How to cook with Seaweed


Kombu (a member of the Kelp family) is probably most well known for the unique effect it has on the taste buds, that which the Japanese call Umami and what we know in the west as our fifth flavour or simply savoury.

Kombu is a very versatile sea green (brown!) which adds vitamins and minerals to any dish. It is used to make broths and serves as a base ingredient in stocks (such as dashi for miso soup).

It has a special use for cooking dried beans or pulses. When adding a strip of Kombu to the cooking process, it helps make beans much more digestible by breaking down the enzymes that cause the gassy feeling when eating beans. It also adds a subtle background flavour, by some described as tasting slightly bacony.
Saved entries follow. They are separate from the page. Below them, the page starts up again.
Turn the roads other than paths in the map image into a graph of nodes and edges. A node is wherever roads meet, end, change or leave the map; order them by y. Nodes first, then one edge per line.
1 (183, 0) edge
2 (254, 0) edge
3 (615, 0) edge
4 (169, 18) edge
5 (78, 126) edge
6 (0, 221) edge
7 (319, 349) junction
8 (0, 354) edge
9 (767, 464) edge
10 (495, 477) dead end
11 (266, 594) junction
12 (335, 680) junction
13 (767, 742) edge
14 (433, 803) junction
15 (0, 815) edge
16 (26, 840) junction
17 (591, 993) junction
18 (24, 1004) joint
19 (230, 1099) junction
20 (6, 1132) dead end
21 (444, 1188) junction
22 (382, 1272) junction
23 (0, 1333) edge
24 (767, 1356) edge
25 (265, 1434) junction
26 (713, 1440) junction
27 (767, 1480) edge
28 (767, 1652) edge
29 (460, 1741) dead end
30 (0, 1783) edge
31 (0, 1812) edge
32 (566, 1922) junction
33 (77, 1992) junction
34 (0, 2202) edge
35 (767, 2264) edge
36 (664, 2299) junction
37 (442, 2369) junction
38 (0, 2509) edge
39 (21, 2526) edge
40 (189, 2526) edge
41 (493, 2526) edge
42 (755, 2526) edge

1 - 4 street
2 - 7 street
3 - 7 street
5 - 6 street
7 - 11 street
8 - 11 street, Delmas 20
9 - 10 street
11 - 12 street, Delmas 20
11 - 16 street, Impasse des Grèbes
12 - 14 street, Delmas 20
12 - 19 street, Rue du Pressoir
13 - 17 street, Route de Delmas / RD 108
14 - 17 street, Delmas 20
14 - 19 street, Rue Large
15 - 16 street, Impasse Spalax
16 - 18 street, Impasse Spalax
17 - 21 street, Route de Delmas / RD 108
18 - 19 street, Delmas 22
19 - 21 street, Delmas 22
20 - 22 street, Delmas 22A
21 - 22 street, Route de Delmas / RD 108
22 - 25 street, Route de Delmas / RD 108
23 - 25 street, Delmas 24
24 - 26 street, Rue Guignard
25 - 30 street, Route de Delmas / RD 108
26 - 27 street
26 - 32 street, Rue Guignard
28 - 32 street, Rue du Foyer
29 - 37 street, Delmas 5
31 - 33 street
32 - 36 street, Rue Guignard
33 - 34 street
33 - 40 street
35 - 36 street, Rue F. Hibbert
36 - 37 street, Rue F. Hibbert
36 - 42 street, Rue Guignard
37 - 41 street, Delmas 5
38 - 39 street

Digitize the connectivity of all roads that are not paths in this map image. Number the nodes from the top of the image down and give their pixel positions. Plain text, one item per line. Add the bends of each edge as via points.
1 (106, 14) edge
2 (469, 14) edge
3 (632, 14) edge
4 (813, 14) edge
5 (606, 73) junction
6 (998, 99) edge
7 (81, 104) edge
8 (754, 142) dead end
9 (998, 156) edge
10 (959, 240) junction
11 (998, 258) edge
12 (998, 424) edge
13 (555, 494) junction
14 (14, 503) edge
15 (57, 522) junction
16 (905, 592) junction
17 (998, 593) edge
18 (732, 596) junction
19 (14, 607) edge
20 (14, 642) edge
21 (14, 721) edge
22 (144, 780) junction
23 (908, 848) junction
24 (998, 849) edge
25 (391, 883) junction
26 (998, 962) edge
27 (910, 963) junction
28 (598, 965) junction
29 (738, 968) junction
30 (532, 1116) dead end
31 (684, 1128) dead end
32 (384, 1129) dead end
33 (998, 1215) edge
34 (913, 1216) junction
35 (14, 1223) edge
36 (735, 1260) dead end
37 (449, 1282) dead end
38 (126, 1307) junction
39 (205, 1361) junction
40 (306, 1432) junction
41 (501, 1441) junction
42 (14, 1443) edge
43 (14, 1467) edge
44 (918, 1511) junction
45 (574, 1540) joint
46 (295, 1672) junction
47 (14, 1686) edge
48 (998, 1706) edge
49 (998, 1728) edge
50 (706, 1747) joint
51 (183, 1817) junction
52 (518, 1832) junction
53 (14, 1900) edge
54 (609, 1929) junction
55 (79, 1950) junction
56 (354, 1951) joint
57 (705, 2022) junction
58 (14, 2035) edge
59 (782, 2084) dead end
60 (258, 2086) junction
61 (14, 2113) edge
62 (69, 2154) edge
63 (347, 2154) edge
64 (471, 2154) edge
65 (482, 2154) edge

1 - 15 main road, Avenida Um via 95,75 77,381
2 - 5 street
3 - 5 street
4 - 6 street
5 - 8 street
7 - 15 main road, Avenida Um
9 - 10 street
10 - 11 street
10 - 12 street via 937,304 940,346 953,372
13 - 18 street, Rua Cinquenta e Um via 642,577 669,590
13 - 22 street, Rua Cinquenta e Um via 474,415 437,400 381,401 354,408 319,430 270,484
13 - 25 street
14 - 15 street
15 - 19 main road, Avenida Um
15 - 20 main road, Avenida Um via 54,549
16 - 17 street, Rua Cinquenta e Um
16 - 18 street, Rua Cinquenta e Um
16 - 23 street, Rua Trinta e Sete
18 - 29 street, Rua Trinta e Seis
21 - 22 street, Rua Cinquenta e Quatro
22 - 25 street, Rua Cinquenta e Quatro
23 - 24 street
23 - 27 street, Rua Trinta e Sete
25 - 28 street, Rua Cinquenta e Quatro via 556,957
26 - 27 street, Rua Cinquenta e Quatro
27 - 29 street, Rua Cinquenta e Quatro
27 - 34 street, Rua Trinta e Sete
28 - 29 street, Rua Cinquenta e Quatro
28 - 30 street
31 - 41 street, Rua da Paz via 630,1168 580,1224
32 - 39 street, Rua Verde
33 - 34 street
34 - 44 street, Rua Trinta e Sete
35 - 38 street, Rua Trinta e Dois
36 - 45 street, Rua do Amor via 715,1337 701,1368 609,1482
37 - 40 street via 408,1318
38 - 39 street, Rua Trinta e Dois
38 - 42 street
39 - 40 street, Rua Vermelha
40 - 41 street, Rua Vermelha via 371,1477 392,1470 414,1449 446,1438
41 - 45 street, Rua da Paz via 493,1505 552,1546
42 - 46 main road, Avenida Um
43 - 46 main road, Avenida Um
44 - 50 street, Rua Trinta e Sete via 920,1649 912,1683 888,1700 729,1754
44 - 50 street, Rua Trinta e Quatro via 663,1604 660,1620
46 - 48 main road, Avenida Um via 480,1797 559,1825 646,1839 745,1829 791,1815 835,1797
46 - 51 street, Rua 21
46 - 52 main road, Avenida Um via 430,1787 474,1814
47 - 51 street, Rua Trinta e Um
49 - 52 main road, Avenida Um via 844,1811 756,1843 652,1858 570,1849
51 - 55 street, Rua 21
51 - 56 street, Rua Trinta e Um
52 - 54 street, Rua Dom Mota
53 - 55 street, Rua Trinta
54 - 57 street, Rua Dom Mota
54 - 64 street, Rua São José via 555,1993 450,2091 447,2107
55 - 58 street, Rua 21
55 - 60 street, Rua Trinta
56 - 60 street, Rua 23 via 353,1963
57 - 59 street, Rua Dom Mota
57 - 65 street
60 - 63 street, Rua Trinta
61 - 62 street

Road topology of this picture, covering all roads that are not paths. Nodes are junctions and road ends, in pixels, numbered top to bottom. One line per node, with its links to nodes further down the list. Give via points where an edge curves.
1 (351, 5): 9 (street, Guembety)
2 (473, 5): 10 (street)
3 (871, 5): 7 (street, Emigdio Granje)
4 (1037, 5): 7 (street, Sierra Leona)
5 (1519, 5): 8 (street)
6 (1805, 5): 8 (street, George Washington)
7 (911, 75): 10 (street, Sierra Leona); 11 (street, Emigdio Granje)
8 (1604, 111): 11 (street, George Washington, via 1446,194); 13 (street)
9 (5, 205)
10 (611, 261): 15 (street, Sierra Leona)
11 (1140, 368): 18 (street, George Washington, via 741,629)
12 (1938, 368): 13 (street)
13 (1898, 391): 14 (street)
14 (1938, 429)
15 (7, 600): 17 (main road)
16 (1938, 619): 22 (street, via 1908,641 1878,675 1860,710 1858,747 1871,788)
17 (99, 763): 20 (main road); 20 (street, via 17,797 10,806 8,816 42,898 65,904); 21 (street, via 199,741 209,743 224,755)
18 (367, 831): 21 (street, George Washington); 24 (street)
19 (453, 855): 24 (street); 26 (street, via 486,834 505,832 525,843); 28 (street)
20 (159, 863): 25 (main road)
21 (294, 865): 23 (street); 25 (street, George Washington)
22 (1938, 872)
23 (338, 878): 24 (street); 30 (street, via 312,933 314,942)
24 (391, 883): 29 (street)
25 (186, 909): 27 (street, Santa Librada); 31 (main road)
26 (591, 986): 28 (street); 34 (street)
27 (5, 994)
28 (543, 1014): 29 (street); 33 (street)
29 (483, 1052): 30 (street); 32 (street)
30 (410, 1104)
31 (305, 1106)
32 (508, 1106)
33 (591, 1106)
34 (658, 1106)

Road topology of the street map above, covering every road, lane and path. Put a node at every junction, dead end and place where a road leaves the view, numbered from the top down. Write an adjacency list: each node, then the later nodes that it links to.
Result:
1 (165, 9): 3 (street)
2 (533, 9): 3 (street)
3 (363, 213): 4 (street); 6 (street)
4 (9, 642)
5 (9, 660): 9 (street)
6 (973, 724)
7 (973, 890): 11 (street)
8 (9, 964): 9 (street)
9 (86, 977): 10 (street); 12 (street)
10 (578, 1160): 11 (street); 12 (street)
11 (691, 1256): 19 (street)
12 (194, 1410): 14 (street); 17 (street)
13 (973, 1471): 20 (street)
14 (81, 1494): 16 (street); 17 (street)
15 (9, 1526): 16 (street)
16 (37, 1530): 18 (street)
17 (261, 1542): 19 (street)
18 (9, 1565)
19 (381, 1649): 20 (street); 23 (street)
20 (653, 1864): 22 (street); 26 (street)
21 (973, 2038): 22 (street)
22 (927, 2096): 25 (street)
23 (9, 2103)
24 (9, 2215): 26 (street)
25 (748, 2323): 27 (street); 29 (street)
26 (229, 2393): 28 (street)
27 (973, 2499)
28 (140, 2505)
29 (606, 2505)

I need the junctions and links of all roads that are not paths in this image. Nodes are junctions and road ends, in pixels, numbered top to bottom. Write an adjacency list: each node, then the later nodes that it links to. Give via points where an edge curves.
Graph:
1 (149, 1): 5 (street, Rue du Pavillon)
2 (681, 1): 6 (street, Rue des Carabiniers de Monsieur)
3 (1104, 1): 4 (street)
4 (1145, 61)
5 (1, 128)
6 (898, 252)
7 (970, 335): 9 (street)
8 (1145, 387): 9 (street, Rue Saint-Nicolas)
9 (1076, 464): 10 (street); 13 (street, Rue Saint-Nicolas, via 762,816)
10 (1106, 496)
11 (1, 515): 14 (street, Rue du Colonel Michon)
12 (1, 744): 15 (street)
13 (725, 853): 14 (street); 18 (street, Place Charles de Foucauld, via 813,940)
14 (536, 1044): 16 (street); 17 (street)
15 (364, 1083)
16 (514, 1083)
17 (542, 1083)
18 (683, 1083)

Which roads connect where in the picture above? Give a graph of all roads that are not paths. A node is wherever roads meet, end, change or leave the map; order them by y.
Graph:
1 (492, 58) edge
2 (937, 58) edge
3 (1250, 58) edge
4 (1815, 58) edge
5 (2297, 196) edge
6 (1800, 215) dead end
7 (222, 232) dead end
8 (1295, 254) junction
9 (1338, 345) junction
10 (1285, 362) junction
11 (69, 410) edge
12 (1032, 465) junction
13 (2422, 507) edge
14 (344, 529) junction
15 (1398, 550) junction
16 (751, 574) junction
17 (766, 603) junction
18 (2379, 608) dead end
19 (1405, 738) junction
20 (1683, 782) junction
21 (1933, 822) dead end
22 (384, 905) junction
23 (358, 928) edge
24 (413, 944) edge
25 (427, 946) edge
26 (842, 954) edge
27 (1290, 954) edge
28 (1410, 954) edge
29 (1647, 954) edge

Add a 20 cm strip of Kombu to 1L stock, then simmer for at least 1hr  depending on strength or flavour desired. The Kombu can then either be removed or snipped into bits and returned to the broth. I love the broth on its own with a sarnie or as a base for miso soup.

Oh, and don’t forget to try Kelp Crisps. They are the perfect (and healthy!) company to beer or whiskey.


This sea salad is a mix of Dulse, Sea Lettuce, Nori and Mermaid’s hair and can simply be ground in dry form to make a fab seasoning mix for a wide range of dishes from buttered new potatoes, steamed asparagus, salads, eggs or sandwiches. It can be eaten raw when rehydrated for 20 minutes and snipped onto salads, noodles or pasta dishes.

Alternatively, it can be added to any stew, soup or casserole to be cooked as a veg for added flavour and a huge vitamin and mineral kick!

The sea salad is a good option for those looking for a variety of flavours and colours, a simple but nutritious condiment, a salt alternative or an easy intro to cooking with seaweeds. I like to rehydrate it in a little water and snip onto salad and crackers for a light snack or side to any dish: light, easy and super filled with goodness!